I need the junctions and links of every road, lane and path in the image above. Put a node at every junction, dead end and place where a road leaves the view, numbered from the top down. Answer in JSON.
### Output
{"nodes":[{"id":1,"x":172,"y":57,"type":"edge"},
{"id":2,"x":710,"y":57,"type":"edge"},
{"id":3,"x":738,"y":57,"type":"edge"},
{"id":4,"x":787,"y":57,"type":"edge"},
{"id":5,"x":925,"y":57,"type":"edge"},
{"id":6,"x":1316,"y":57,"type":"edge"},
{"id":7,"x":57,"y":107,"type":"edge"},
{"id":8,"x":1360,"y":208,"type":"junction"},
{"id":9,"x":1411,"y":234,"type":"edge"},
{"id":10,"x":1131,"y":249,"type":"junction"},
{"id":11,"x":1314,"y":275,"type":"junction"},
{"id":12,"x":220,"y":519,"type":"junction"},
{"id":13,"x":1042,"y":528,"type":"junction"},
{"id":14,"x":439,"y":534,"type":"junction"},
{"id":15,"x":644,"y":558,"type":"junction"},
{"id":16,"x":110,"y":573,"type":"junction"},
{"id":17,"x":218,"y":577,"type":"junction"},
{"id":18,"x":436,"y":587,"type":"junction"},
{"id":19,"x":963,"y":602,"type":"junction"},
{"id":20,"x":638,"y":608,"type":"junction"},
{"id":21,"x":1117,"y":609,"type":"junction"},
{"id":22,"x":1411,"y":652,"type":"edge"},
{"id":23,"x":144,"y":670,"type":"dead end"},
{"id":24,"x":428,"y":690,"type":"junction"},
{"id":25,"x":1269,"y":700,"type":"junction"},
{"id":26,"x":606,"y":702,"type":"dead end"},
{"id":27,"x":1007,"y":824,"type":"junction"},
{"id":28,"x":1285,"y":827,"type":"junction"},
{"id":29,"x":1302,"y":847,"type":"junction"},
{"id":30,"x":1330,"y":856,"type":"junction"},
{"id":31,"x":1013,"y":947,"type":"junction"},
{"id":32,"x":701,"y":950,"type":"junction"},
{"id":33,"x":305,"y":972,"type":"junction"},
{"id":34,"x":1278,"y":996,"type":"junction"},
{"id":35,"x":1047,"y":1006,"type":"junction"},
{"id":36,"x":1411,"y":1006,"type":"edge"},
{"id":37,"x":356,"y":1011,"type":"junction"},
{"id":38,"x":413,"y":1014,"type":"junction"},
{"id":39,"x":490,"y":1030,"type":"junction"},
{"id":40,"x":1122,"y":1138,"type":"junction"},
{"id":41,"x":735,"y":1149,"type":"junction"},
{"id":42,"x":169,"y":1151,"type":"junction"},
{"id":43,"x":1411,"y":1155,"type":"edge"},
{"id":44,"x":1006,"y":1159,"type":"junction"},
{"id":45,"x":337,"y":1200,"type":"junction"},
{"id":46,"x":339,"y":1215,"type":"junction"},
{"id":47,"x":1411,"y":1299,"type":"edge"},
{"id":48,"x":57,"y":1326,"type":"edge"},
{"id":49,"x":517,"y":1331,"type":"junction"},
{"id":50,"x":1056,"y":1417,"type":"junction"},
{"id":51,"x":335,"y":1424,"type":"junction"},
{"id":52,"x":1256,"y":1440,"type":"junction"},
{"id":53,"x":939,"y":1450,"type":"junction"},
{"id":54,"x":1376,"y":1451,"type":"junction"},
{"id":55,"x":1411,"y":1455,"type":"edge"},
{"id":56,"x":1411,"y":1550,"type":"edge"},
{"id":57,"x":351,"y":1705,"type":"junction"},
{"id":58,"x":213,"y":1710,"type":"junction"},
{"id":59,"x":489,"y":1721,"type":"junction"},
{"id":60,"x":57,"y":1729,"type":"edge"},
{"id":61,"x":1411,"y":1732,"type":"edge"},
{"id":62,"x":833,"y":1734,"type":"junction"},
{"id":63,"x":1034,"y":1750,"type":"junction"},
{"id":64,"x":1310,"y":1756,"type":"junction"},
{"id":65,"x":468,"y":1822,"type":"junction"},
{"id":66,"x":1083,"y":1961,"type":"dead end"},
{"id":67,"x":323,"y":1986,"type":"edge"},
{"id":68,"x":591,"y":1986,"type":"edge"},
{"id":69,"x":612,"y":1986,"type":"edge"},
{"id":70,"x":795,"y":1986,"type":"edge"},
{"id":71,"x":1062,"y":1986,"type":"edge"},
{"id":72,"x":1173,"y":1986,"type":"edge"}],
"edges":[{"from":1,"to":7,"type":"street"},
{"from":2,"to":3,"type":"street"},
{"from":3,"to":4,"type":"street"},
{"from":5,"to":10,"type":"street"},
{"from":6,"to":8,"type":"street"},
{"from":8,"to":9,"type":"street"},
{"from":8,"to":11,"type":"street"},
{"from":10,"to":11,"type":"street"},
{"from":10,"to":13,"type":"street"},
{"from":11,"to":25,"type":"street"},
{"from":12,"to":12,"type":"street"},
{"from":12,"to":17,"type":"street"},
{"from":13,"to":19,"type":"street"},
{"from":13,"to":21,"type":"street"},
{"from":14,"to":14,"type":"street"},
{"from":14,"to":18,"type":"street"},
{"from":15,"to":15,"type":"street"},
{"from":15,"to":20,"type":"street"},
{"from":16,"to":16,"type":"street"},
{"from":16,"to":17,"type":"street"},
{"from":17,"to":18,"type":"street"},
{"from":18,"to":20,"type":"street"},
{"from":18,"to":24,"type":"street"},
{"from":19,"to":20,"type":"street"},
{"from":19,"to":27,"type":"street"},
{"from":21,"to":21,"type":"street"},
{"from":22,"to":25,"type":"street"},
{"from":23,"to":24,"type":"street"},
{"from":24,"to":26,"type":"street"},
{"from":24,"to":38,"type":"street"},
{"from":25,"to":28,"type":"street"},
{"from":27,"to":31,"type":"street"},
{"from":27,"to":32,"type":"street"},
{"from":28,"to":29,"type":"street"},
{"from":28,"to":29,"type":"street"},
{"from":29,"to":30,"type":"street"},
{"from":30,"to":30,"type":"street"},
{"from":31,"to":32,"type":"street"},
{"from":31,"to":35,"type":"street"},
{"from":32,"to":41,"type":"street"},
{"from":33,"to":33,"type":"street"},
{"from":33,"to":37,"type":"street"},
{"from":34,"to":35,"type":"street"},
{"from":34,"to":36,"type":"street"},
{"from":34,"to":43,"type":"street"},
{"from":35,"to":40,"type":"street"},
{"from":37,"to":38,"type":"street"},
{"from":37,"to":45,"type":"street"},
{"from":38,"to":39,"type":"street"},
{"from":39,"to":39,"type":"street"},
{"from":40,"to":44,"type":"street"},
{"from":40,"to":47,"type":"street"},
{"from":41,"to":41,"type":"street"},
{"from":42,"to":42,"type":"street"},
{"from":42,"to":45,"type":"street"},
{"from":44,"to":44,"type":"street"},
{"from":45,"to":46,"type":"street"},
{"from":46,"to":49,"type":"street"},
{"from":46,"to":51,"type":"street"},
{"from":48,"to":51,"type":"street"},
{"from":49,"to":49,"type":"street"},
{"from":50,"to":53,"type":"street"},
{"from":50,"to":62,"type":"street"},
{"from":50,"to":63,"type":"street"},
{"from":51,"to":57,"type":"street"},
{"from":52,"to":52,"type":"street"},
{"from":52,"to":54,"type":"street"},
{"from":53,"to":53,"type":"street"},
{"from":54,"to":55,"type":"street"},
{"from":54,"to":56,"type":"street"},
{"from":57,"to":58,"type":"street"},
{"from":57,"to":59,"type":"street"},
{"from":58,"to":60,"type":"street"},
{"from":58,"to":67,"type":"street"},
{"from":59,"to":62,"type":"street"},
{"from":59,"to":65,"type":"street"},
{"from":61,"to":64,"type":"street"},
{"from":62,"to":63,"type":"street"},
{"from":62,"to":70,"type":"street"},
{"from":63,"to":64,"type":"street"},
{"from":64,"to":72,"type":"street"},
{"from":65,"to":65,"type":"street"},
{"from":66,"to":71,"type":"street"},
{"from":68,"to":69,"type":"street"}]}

■ WORK INSTRUCTIONS ■
After reading the entries above, state the number of lines that contain the word "dead", adding nothing else.

■ RESULT OF THE EXERCISE ■
4